At the center of this perspective on educational change is the teacher’s role in implementing global education and participating in developing a curriculum. Reimers appropriately acknowledges that “curriculum is not self-executing” (p. 65) and that this work cannot be done without the help of teachers. Drawing on a range of studies, including Organisation of Economic Cooperation and Development (2019) data collected from teachers, he explains how teachers are often confused when it comes to teaching global education because academia has focused on defining global education rather than “discerning how to teach it” (p. 107) or because global education is not included in local standards and therefore teachers are unable to allocate class time to teaching global competencies. Reimers offers that professional development has the potential both to equip teachers with the expert knowledge they need to teach global education and to serve as a space for collaboration across disciplines.

Importantly, Reimers draws on a 350-unit global education curriculum he designed with graduate students and a set of different curriculum prototypes and lesson plans to present practical examples schools and teachers might adopt in an effort to teach global education. These protocols include deliberate direction on how to make a school-wide shift towards teaching global education across the curriculum that aligns with the UN Sustainable Development Goals. These concrete examples woven throughout the text, in addition to Reimers’s personal reflections, render this text useful to the practitioner trying to incorporate global education into their school.

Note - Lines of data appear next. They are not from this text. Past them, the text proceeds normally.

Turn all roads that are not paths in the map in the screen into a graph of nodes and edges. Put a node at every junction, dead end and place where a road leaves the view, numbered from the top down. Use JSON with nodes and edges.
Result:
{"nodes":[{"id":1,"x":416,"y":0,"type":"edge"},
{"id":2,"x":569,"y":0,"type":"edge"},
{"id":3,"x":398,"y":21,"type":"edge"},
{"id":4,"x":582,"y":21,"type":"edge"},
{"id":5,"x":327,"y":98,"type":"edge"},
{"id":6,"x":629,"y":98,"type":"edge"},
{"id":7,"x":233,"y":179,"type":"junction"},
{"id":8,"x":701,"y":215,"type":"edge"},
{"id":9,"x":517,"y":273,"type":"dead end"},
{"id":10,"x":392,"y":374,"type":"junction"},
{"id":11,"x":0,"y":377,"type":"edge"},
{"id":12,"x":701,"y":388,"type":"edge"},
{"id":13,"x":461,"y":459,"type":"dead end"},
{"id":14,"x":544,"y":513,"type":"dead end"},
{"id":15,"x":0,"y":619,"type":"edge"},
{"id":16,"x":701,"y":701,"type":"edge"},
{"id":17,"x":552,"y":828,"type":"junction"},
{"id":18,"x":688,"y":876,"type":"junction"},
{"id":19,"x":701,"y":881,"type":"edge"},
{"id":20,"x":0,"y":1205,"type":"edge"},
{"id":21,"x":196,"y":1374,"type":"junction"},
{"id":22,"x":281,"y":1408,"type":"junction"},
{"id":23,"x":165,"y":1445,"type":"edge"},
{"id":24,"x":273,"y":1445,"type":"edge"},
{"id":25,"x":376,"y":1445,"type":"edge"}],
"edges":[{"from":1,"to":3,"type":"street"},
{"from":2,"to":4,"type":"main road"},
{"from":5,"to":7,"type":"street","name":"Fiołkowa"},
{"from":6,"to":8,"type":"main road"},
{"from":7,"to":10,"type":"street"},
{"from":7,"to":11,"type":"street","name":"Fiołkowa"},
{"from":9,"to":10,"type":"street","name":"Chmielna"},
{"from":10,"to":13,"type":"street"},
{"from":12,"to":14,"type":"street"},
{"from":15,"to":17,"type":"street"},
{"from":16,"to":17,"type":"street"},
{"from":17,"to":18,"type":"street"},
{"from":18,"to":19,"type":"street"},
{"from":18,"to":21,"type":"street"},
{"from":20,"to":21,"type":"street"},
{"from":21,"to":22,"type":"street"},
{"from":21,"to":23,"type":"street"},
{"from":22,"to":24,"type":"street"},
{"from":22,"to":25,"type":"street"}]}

Missing, however, is an examination of the role of colonialism and power in global education. Given global education’s goal of fostering understanding between individuals in an increasingly interdependent world, Reimer’s discussion of global education should also address how power and resources are unequally distributed. Countries afflicted with poverty and war do not and cannot approach global education in the same way as higher-resourced, more developed countries. Also, in the sections on psychological, professional, and institutional perspectives, Reimers stresses the importance of global education in “help[ing] students value differences across multiple lines of identity, such as race, ethnicity, culture, religion, and nationality” (p. 60). He posits that culturally diverse classrooms are central to creating rich discussions in global education curricula. Yet, although he provides a brief discussion of resources that might serve to help students value difference, he falls short of situating global education in the more macro-level histories and harms of colonialism, including wars and the depletion of natural resources, that still plague many developing countries. And how might global education incorporate informal, non-Western, or Indigenous educational practices? Acknowledgment of these legacies is critical to having authentic conversation around diversity, history, and difference. Similarly, when Reimers discusses the resources necessary to effectively teach global education—“high-quality resources, textbooks, and online resources that engage students in structured opportunities to develop skills” (p.104)—we are left to wonder who can engage with global education. How do countries that are low resourced still teach global education to their students if they are without the resources to do so? While Reimers masterfully bridges research and practice, questions around power, resources, and how colonialism’s roots are still present in many countries today are not fully addressed.

Despite these shortcomings, Educating Students to Improve the World is a critical read for educators, researchers, and practitioners interested in global education or global citizenship. Rather than simply providing us with a definition of global education, Reimers provides important empirical evidence and examples that might serve as models for educators looking to incorporate, transform, or redesign our curricula to further incorporate global competencies and twenty-first-century skills into student’s learning. As trends toward nationalism continue to grip countries worldwide, it is increasingly critical that we, as a global community, think about how we are developing a shared vision and future by equipping students with the skills, tools, and language they will need to improve the world.